病歷作為一份依據,它對診斷起支持作用,其中應該包括問診、查體、輔助檢查、診斷、治療、護理等醫療活動記錄,還必須有歸納分析與整理。
我們書寫病歷時,應該要注意書寫時應當有幾個原則,分別是:客觀、真實、準確、及時以及完整。
按照要求我們應該應用中外規范文書書寫,使用標準規范的醫學術語,并且杜絕自創。
我們的病歷,主訴應當簡明扼要,病史記錄應當全面準確、條理清晰,既往史、過敏史等重要信息不可遺漏;格式應當符合病歷書寫規范格式要求,并且注意內容不能自相矛盾;診斷應符合ICD標準;而重要輔助檢查治療必須在病程記錄中體現。一個極小的漏洞都會造成致命的錯誤,并且說明了書寫病歷者在書寫結束以后病沒有詳細、仔細的檢查病歷。
對于病程記錄在時間上的要求,病人的首次病程記錄我們應當在8小時內完成,而住院記錄則需在病人住院后24小時內完成。如果病人是在下午五點就診,則必須在晚上8點(你下班之前)完成他的首診病歷。

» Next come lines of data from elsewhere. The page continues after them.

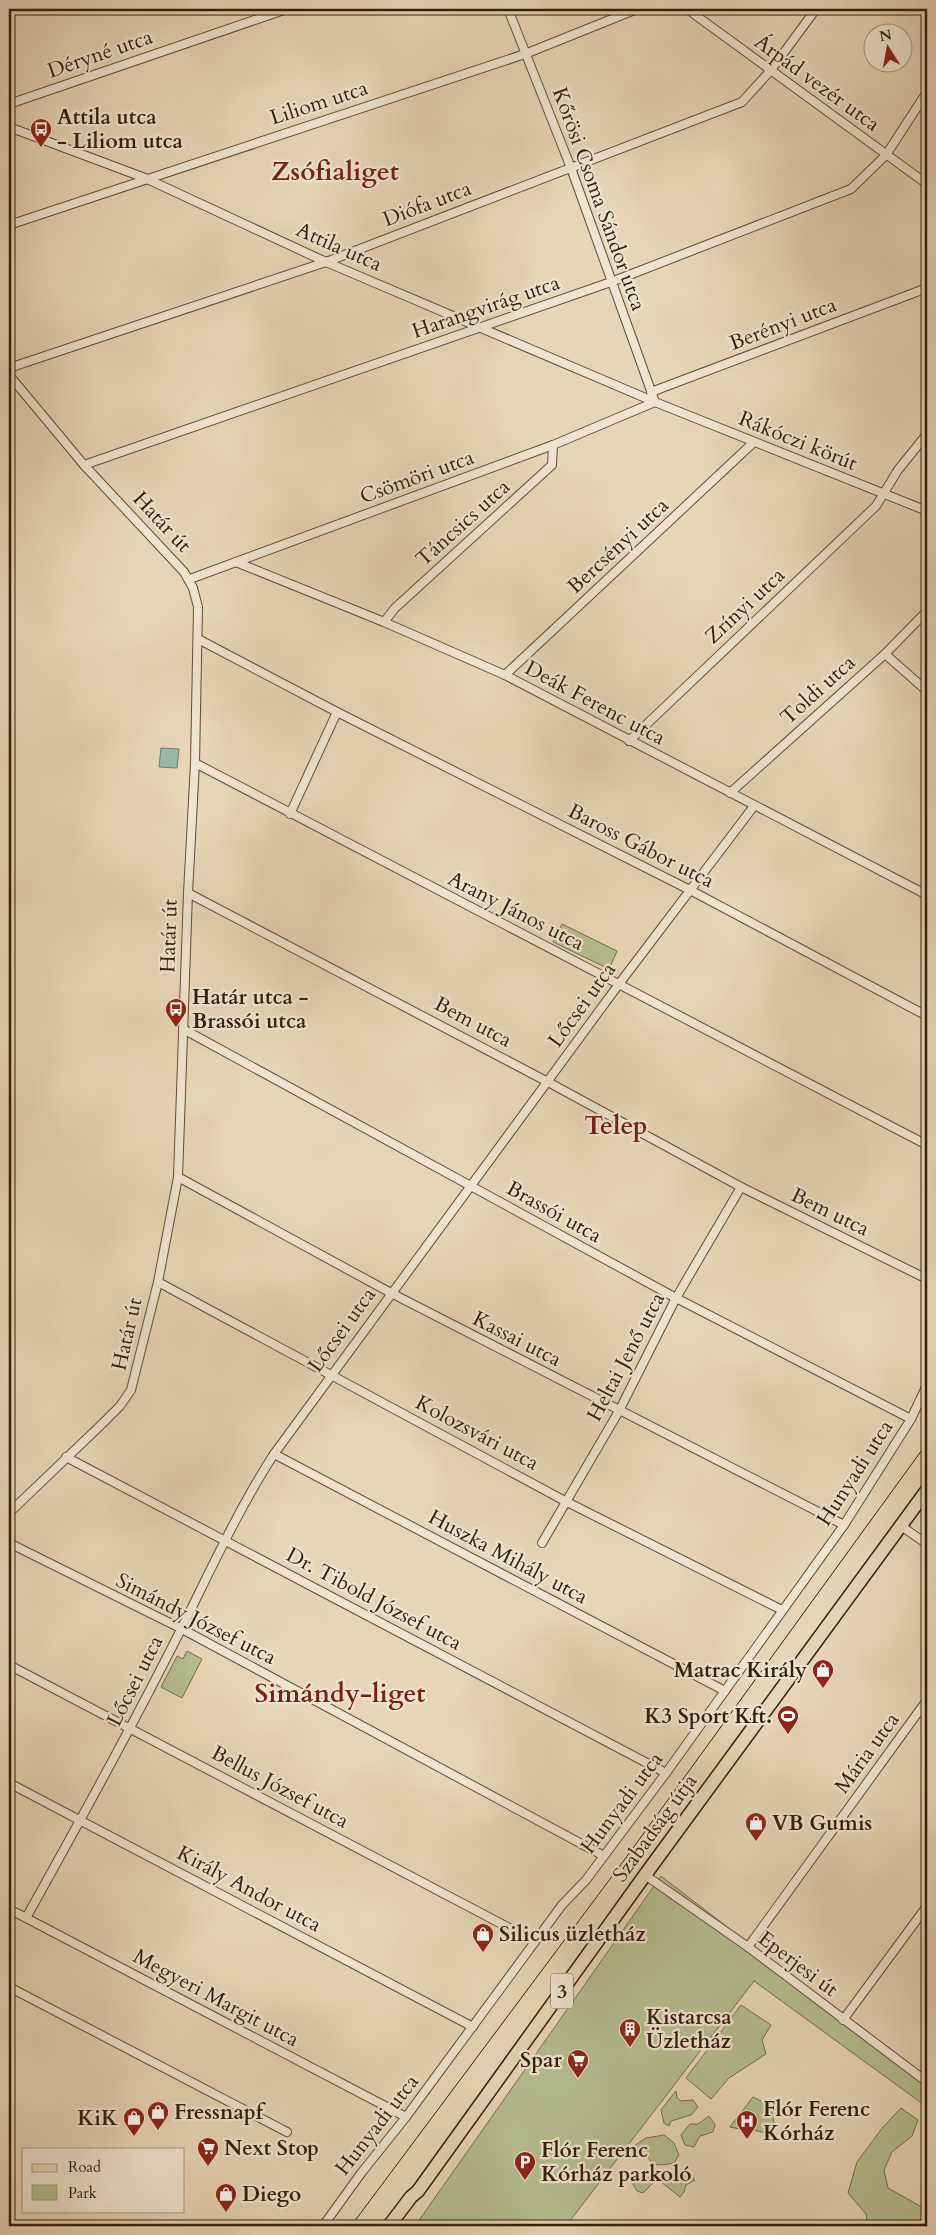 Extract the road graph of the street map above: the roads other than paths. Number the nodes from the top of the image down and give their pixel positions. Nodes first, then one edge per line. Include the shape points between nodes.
1 (287, 9) edge
2 (508, 9) edge
3 (637, 9) edge
4 (687, 9) edge
5 (816, 9) edge
6 (526, 54) junction
7 (770, 70) junction
8 (927, 92) edge
9 (9, 104) edge
10 (9, 127) edge
11 (886, 155) junction
12 (571, 168) junction
13 (145, 178) junction
14 (927, 184) edge
15 (9, 224) edge
16 (326, 262) junction
17 (611, 282) junction
18 (927, 288) edge
19 (480, 327) junction
20 (9, 368) edge
21 (9, 375) edge
22 (651, 392) junction
23 (655, 402) junction
24 (927, 434) edge
25 (754, 442) junction
26 (553, 445) junction
27 (84, 465) junction
28 (884, 494) junction
29 (927, 511) edge
30 (236, 562) junction
31 (190, 579) junction
32 (927, 611) edge
33 (384, 622) junction
34 (198, 639) junction
35 (885, 654) junction
36 (505, 675) junction
37 (927, 691) edge
38 (337, 712) junction
39 (629, 741) junction
40 (195, 764) junction
41 (730, 793) junction
42 (754, 806) junction
43 (290, 814) junction
44 (690, 890) junction
45 (188, 893) junction
46 (927, 895) edge
47 (619, 984) junction
48 (927, 1016) edge
49 (183, 1029) junction
50 (548, 1082) junction
51 (927, 1145) edge
52 (178, 1177) junction
53 (471, 1186) junction
54 (741, 1187) junction
55 (927, 1279) edge
56 (158, 1282) junction
57 (391, 1293) junction
58 (676, 1298) junction
59 (331, 1376) junction
60 (927, 1385) edge
61 (619, 1411) junction
62 (911, 1420) junction
63 (274, 1454) junction
64 (66, 1457) junction
65 (927, 1490) edge
66 (566, 1501) junction
67 (9, 1513) edge
68 (844, 1525) junction
69 (900, 1526) junction
70 (226, 1540) junction
71 (9, 1543) edge
72 (542, 1543) dead end
73 (927, 1544) edge
74 (782, 1610) junction
75 (182, 1629) junction
76 (9, 1665) edge
77 (725, 1691) junction
78 (927, 1700) edge
79 (131, 1728) junction
80 (666, 1773) junction
81 (9, 1783) edge
82 (81, 1820) junction
83 (604, 1856) junction
84 (645, 1875) junction
85 (927, 1906) edge
86 (9, 1909) edge
87 (26, 1918) junction
88 (534, 1942) junction
89 (748, 1947) junction
90 (9, 1987) edge
91 (843, 2020) junction
92 (473, 2028) junction
93 (927, 2082) edge
94 (406, 2117) junction
95 (287, 2132) dead end
96 (418, 2191) junction
97 (402, 2209) junction
98 (323, 2226) edge
99 (384, 2226) edge
100 (389, 2226) edge
101 (398, 2226) edge

1 - 9 street, Déryné utca
2 - 6 street, Kőrösi Csoma Sándor utca
3 - 6 street, Liliom utca
4 - 7 street, Árpád vezér utca
5 - 7 street, Diófa utca
6 - 12 street, Kőrösi Csoma Sándor utca
6 - 13 street, Liliom utca
7 - 11 street, Árpád vezér utca
7 - 12 street, Diófa utca via 742,102
8 - 11 street, Harangvirág utca
10 - 13 street, Attila utca
11 - 14 street, Árpád vezér utca
11 - 17 street, Harangvirág utca via 851,190
12 - 16 street, Diófa utca
12 - 17 street, Kőrösi Csoma Sándor utca
13 - 15 street, Liliom utca
13 - 16 street, Attila utca
16 - 19 street, Attila utca
16 - 20 street, Diófa utca
17 - 19 street, Harangvirág utca
17 - 22 street, Kőrösi Csoma Sándor utca
18 - 22 street, Berényi utca
19 - 23 street, Attila utca
19 - 27 street, Harangvirág utca
21 - 27 street, Határ út
22 - 23 street, Kőrösi Csoma Sándor utca
23 - 25 street, Rákóczi körút
23 - 26 street, Csömöri utca
24 - 28 street, Zrínyi utca via 898,470
25 - 28 street, Rákóczi körút
25 - 36 street, Bercsényi utca
26 - 30 street, Csömöri utca
26 - 33 street, Táncsics utca via 552,465 395,608
27 - 31 street, Határ út
28 - 29 street, Rákóczi körút
28 - 39 street, Zrínyi utca via 876,506
30 - 31 street, Csömöri utca
30 - 33 street, Deák Ferenc utca
31 - 34 street, Határ út via 197,600
32 - 35 street, Toldi utca
33 - 36 street, Deák Ferenc utca
34 - 38 street, Baross Gábor utca
34 - 40 street, Határ út
35 - 37 street
35 - 41 street, Toldi utca
36 - 39 street, Deák Ferenc utca
38 - 43 street
38 - 44 street, Baross Gábor utca
39 - 41 street, Deák Ferenc utca
40 - 43 street, Arany János utca
40 - 45 street, Határ út
41 - 42 street, Deák Ferenc utca
42 - 44 street, Lőcsei utca
42 - 46 street, Deák Ferenc utca
43 - 47 street, Arany János utca
44 - 47 street, Lőcsei utca
44 - 48 street, Baross Gábor utca
45 - 49 street, Határ út
45 - 50 street, Bem utca
47 - 50 street, Lőcsei utca
47 - 51 street, Arany János utca
49 - 52 street, Határ út
49 - 53 street, Brassói utca
50 - 53 street, Lőcsei utca
50 - 54 street, Bem utca
52 - 56 street, Határ út
52 - 57 street, Kassai utca
53 - 57 street, Lőcsei utca
53 - 58 street, Brassói utca
54 - 55 street, Bem utca
54 - 58 street, Heltai Jenő utca
56 - 59 street, Kolozsvári utca
56 - 64 street, Határ út via 131,1390 104,1423
57 - 59 street, Lőcsei utca
57 - 61 street, Kassai utca
58 - 61 street, Heltai Jenő utca
58 - 62 street, Brassói utca
59 - 63 street, Lőcsei utca
59 - 66 street, Kolozsvári utca
60 - 62 street, Hunyadi utca
61 - 66 street, Heltai Jenő utca
61 - 68 street, Kassai utca
62 - 68 street, Hunyadi utca
63 - 70 street, Lőcsei utca
63 - 77 street, Huszka Mihály utca
64 - 67 street, Határ út
64 - 70 street, Dr. Tibold József utca
65 - 69 main road, Szabadság útja / 3
66 - 72 street, Heltai Jenő utca
66 - 74 street, Kolozsvári utca
68 - 74 street, Hunyadi utca
69 - 73 street
69 - 84 main road, Szabadság útja / 3
70 - 75 street, Lőcsei utca
70 - 80 street, Dr. Tibold József utca
71 - 75 street, Simándy József utca
74 - 77 street, Hunyadi utca
75 - 79 street, Lőcsei utca
75 - 83 street, Simándy József utca
76 - 79 street, Bellus József utca
77 - 80 street, Hunyadi utca
78 - 89 street, Mária utca
79 - 82 street, Lőcsei utca
79 - 88 street, Bellus József utca
80 - 83 street, Hunyadi utca
81 - 82 street, Király Andor utca
82 - 87 street, Lőcsei utca
82 - 92 street, Király Andor utca
83 - 88 street, Hunyadi utca
84 - 89 street, Eperjesi út
84 - 96 main road, Szabadság útja / 3
85 - 91 street
86 - 87 street, Megyeri Margit utca
87 - 94 street, Megyeri Margit utca
88 - 92 street, Hunyadi utca
89 - 91 street, Eperjesi út
90 - 95 street
91 - 93 street, Eperjesi út
92 - 94 street, Hunyadi utca
94 - 98 street, Hunyadi utca
96 - 97 main road, 3
96 - 101 main road, 3 via 416,2200
97 - 99 street via 392,2215
97 - 100 main road, 3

手術記錄應在術后24小時內完成,術后病程記錄則需在術后即刻完成;階段小節需在住院30天當日完成;搶救記錄需在搶救后6小時內;死亡記錄在死后24小時內;死亡病歷需在死后1周內進行死亡病歷討論。
病歷書寫應當使用藍黑墨水或碳素墨水書寫;門診病歷以及覆寫資料可以使用藍黑色原珠筆。
寫錯字時,我們應當使用雙橫線劃去錯字,不能用小刀刮去、膠布黏,或者涂墨水除蓋去原來字跡。
我們的病歷應當是完整、唯一、一致的。病歷不應因書寫不急時而造成關鍵遺失;病歷不允許出現不同內容、不許對同一事實有矛盾記錄。
病歷可以修改但是不能涂蓋。
完整、真實、準確的病歷書寫,是我們對病人以及自己負責保護的態度的體現,我們應當認真對待病歷書寫,不可馬虎或有遺漏,這是對我們自身保障的保證之一。